Your instructions:
Exact duplicates of all entries are needed.

Saved data entries:
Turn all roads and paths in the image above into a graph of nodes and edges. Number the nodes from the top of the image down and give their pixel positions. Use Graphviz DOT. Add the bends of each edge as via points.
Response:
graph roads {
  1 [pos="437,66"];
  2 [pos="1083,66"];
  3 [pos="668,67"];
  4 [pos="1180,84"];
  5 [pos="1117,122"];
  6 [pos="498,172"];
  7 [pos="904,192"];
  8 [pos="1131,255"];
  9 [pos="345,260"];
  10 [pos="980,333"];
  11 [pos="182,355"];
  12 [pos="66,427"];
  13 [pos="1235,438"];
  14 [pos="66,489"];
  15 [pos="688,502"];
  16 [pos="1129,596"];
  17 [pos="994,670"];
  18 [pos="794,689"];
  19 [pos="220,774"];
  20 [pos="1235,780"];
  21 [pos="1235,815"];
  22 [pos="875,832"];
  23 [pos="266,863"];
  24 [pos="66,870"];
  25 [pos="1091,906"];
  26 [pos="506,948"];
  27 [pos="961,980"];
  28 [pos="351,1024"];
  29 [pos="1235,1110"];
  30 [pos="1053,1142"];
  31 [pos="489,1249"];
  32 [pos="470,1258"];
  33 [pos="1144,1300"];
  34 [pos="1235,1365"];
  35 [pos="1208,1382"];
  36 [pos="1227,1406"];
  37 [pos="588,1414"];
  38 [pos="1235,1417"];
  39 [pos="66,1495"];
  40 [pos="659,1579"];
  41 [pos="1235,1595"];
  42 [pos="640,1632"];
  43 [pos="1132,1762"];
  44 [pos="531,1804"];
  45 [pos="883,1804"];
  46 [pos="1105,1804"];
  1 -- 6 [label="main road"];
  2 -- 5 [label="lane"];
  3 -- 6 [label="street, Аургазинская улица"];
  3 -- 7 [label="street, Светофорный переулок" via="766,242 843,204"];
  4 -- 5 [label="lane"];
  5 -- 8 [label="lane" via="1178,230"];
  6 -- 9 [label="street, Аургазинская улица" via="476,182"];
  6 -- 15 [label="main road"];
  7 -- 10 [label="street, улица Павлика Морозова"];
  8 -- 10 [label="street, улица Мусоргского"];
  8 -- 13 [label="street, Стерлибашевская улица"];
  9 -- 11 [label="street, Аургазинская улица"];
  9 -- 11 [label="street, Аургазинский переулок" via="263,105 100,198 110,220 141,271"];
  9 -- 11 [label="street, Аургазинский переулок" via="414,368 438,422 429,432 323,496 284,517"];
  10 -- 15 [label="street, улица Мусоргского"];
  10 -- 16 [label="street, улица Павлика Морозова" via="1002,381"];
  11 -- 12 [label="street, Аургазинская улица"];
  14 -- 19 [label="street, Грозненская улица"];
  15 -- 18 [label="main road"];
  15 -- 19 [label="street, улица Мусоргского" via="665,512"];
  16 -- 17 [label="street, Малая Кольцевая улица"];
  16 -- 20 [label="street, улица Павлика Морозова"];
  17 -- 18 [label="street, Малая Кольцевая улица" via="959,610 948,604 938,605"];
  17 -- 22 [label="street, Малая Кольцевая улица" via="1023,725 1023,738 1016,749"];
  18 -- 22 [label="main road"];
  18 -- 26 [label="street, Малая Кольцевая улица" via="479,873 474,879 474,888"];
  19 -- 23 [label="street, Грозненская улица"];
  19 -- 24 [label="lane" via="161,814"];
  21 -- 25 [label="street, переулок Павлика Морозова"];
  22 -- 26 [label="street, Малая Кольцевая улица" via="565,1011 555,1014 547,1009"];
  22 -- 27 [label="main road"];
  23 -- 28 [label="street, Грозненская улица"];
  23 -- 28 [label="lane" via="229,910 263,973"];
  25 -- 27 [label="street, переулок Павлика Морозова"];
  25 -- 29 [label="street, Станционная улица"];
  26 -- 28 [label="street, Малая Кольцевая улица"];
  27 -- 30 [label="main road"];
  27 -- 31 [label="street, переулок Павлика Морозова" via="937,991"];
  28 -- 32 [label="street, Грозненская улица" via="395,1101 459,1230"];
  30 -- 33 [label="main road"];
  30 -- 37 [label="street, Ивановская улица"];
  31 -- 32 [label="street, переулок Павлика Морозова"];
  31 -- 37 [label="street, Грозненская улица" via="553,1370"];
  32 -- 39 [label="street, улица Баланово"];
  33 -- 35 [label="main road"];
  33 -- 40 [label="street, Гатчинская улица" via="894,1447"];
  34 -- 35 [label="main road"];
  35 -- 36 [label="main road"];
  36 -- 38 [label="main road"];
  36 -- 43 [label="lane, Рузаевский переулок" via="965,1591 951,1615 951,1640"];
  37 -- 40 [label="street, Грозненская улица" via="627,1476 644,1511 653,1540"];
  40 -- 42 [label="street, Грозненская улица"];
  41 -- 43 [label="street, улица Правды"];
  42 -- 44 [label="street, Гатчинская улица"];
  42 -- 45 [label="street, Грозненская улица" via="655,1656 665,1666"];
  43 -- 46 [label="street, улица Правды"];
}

Response area:
Turn all roads and paths in the image above into a graph of nodes and edges. Number the nodes from the top of the image down and give their pixel positions. Use Graphviz DOT. Add the bends of each edge as via points.
Response:
graph roads {
  1 [pos="437,66"];
  2 [pos="1083,66"];
  3 [pos="668,67"];
  4 [pos="1180,84"];
  5 [pos="1117,122"];
  6 [pos="498,172"];
  7 [pos="904,192"];
  8 [pos="1131,255"];
  9 [pos="345,260"];
  10 [pos="980,333"];
  11 [pos="182,355"];
  12 [pos="66,427"];
  13 [pos="1235,438"];
  14 [pos="66,489"];
  15 [pos="688,502"];
  16 [pos="1129,596"];
  17 [pos="994,670"];
  18 [pos="794,689"];
  19 [pos="220,774"];
  20 [pos="1235,780"];
  21 [pos="1235,815"];
  22 [pos="875,832"];
  23 [pos="266,863"];
  24 [pos="66,870"];
  25 [pos="1091,906"];
  26 [pos="506,948"];
  27 [pos="961,980"];
  28 [pos="351,1024"];
  29 [pos="1235,1110"];
  30 [pos="1053,1142"];
  31 [pos="489,1249"];
  32 [pos="470,1258"];
  33 [pos="1144,1300"];
  34 [pos="1235,1365"];
  35 [pos="1208,1382"];
  36 [pos="1227,1406"];
  37 [pos="588,1414"];
  38 [pos="1235,1417"];
  39 [pos="66,1495"];
  40 [pos="659,1579"];
  41 [pos="1235,1595"];
  42 [pos="640,1632"];
  43 [pos="1132,1762"];
  44 [pos="531,1804"];
  45 [pos="883,1804"];
  46 [pos="1105,1804"];
  1 -- 6 [label="main road"];
  2 -- 5 [label="lane"];
  3 -- 6 [label="street, Аургазинская улица"];
  3 -- 7 [label="street, Светофорный переулок" via="766,242 843,204"];
  4 -- 5 [label="lane"];
  5 -- 8 [label="lane" via="1178,230"];
  6 -- 9 [label="street, Аургазинская улица" via="476,182"];
  6 -- 15 [label="main road"];
  7 -- 10 [label="street, улица Павлика Морозова"];
  8 -- 10 [label="street, улица Мусоргского"];
  8 -- 13 [label="street, Стерлибашевская улица"];
  9 -- 11 [label="street, Аургазинская улица"];
  9 -- 11 [label="street, Аургазинский переулок" via="263,105 100,198 110,220 141,271"];
  9 -- 11 [label="street, Аургазинский переулок" via="414,368 438,422 429,432 323,496 284,517"];
  10 -- 15 [label="street, улица Мусоргского"];
  10 -- 16 [label="street, улица Павлика Морозова" via="1002,381"];
  11 -- 12 [label="street, Аургазинская улица"];
  14 -- 19 [label="street, Грозненская улица"];
  15 -- 18 [label="main road"];
  15 -- 19 [label="street, улица Мусоргского" via="665,512"];
  16 -- 17 [label="street, Малая Кольцевая улица"];
  16 -- 20 [label="street, улица Павлика Морозова"];
  17 -- 18 [label="street, Малая Кольцевая улица" via="959,610 948,604 938,605"];
  17 -- 22 [label="street, Малая Кольцевая улица" via="1023,725 1023,738 1016,749"];
  18 -- 22 [label="main road"];
  18 -- 26 [label="street, Малая Кольцевая улица" via="479,873 474,879 474,888"];
  19 -- 23 [label="street, Грозненская улица"];
  19 -- 24 [label="lane" via="161,814"];
  21 -- 25 [label="street, переулок Павлика Морозова"];
  22 -- 26 [label="street, Малая Кольцевая улица" via="565,1011 555,1014 547,1009"];
  22 -- 27 [label="main road"];
  23 -- 28 [label="street, Грозненская улица"];
  23 -- 28 [label="lane" via="229,910 263,973"];
  25 -- 27 [label="street, переулок Павлика Морозова"];
  25 -- 29 [label="street, Станционная улица"];
  26 -- 28 [label="street, Малая Кольцевая улица"];
  27 -- 30 [label="main road"];
  27 -- 31 [label="street, переулок Павлика Морозова" via="937,991"];
  28 -- 32 [label="street, Грозненская улица" via="395,1101 459,1230"];
  30 -- 33 [label="main road"];
  30 -- 37 [label="street, Ивановская улица"];
  31 -- 32 [label="street, переулок Павлика Морозова"];
  31 -- 37 [label="street, Грозненская улица" via="553,1370"];
  32 -- 39 [label="street, улица Баланово"];
  33 -- 35 [label="main road"];
  33 -- 40 [label="street, Гатчинская улица" via="894,1447"];
  34 -- 35 [label="main road"];
  35 -- 36 [label="main road"];
  36 -- 38 [label="main road"];
  36 -- 43 [label="lane, Рузаевский переулок" via="965,1591 951,1615 951,1640"];
  37 -- 40 [label="street, Грозненская улица" via="627,1476 644,1511 653,1540"];
  40 -- 42 [label="street, Грозненская улица"];
  41 -- 43 [label="street, улица Правды"];
  42 -- 44 [label="street, Гатчинская улица"];
  42 -- 45 [label="street, Грозненская улица" via="655,1656 665,1666"];
  43 -- 46 [label="street, улица Правды"];
}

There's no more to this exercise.